26/03/2009 - Imprimés, citoyenneté, insertion des handicapés... l'AACC prend le développement durable à bras le corps. Présentation des actions et chantiers en cours.
La commission développement durable de l'Association des agences-conseils en communication (AACC), réunie au grand complet mercredi 18 mars, a présenté ses avancées et chantiers en cours. Après le temps des grandes déclarations d'intention, place à l'action, engagements signés et chiffres à l'appui. Créée en mai 2007, cette commission s'est attaquée d'emblée à deux points, certainement les plus faciles à mettre en œuvre sur le champ : la formation et les imprimés. Le secteur de la publicité utilise, à lui seul, près de 3 millions de tonnes de papier par an. Jusqu'à présent, mille collaborateurs ont été formés en six mois au développement durable, soit plus de 10% des effectifs des deux cents agences membres de l'AACC, dont 70% ont par ailleurs signé cinq engagements. Le premier concerne justement la formation, qui doit continuer à gagner du terrain. Les quatre autres s'intéressent à la production éditée. Les signataires s'engagent à ce qu'au moins 80% des tonnages imprimés le soient sur papier recyclé ou certifié (FSC ou PEFC). Ils devront également faire appel à des imprimeurs «verts» pour, là aussi, au moins 80% des éditions produites d'ici à fin 2009.
Mais le plus difficile reste à venir. La commission développement durable a lancé plusieurs chantiers dont l'un concerne la responsabilité sociale des agences, un vaste domaine couvrant le recours aux stagiaires, la parité ou la diversité, sujets sur lesquels les entreprises du secteur ne sont pas en pointe. «Nous avons choisi de nous concentrer en priorité sur l'emploi des seniors et l'insertion des handicapés, deux thèmes qui font l'objet d'évolution législatives fortes et qui nous aideront à sensibiliser les agences», précise Jean-Michel Gode, directeur de clientèle chez Jump France et membre de la commission.

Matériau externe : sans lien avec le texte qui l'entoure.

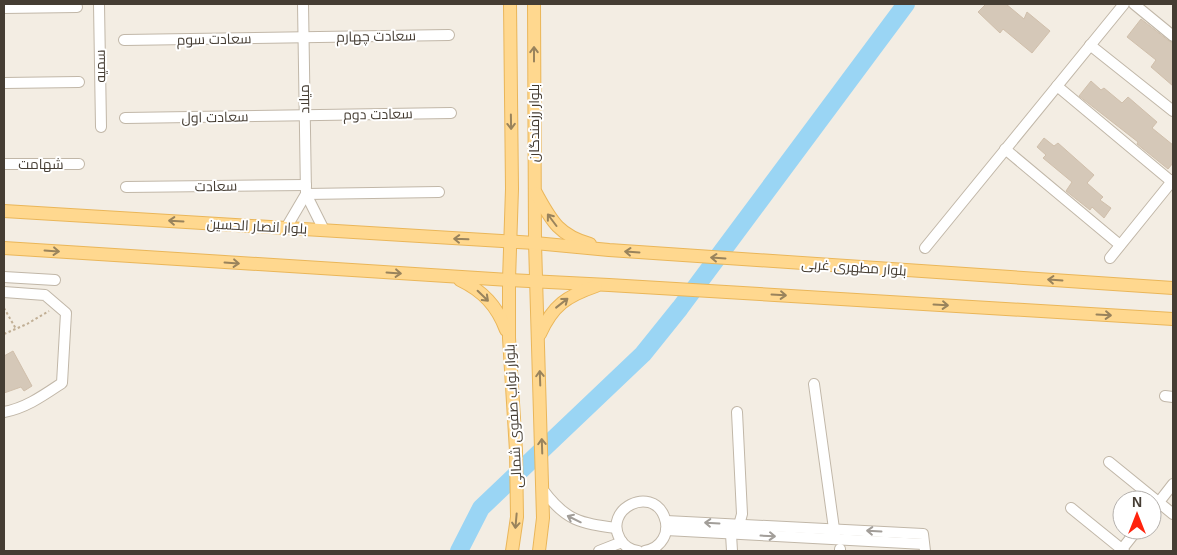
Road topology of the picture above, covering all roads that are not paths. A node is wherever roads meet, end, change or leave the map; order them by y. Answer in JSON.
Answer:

Des indicateurs mesurant les actions d'ici à septembre
Le chantier baptisé «agences et citoyenneté» entend convaincre les agences de faire plus que des campagnes «pro bono» au service des associations ou de la promotion en interne d'écogestes. «La publicité doit jouer un rôle moteur dans le changement des comportements», explique Pierre Levy, directeur juridique d'Ogilvy, qui participe également à la commission. En veillant notamment à mieux refléter la diversité de la population dans ses campagnes ou à mieux respecter la femme dont le corps est encore trop instrumentalisé, comme dans le secteur du luxe, adepte du porno chic.
Enfin, un autre chantier, et non des moindres, consiste à bâtir des indicateurs permettant de mesurer les actions menées par les agences en matière environnementale, économique et sociale. Tout en les inscrivant dans des axes de progrès. Ce travail menée en partenariat avec l'ensemble des parties prenantes, notamment les associations, doit aboutir d'ici septembre 2009 au lancement d'un guide pédagogique exhaustif d'indicateurs. Libre ensuite aux agences de sélectionner la quinzaine d'indicateurs entrant dans le cadre de leur stratégie RSE (responsabilité sociétale d'entreprise). L'AACC rendra compte, de son côté, de l'évolution annuelle de quelques indicateurs clés.
Enfin, l'association va créer un outil permettant de mesurer l'impact écologique des campagnes. Visiblement, Ecopublicité, lancé par Havas Media France et Price Waterhouse Coopers, est, en plus d'être payant, particulièrement complexe à utiliser. Par ailleurs, il n'intègre pas le média courrier ou les opérations de marketing de rue. L'outil devrait être lancé d'ici fin 2009. Mieux vaut tard que jamais.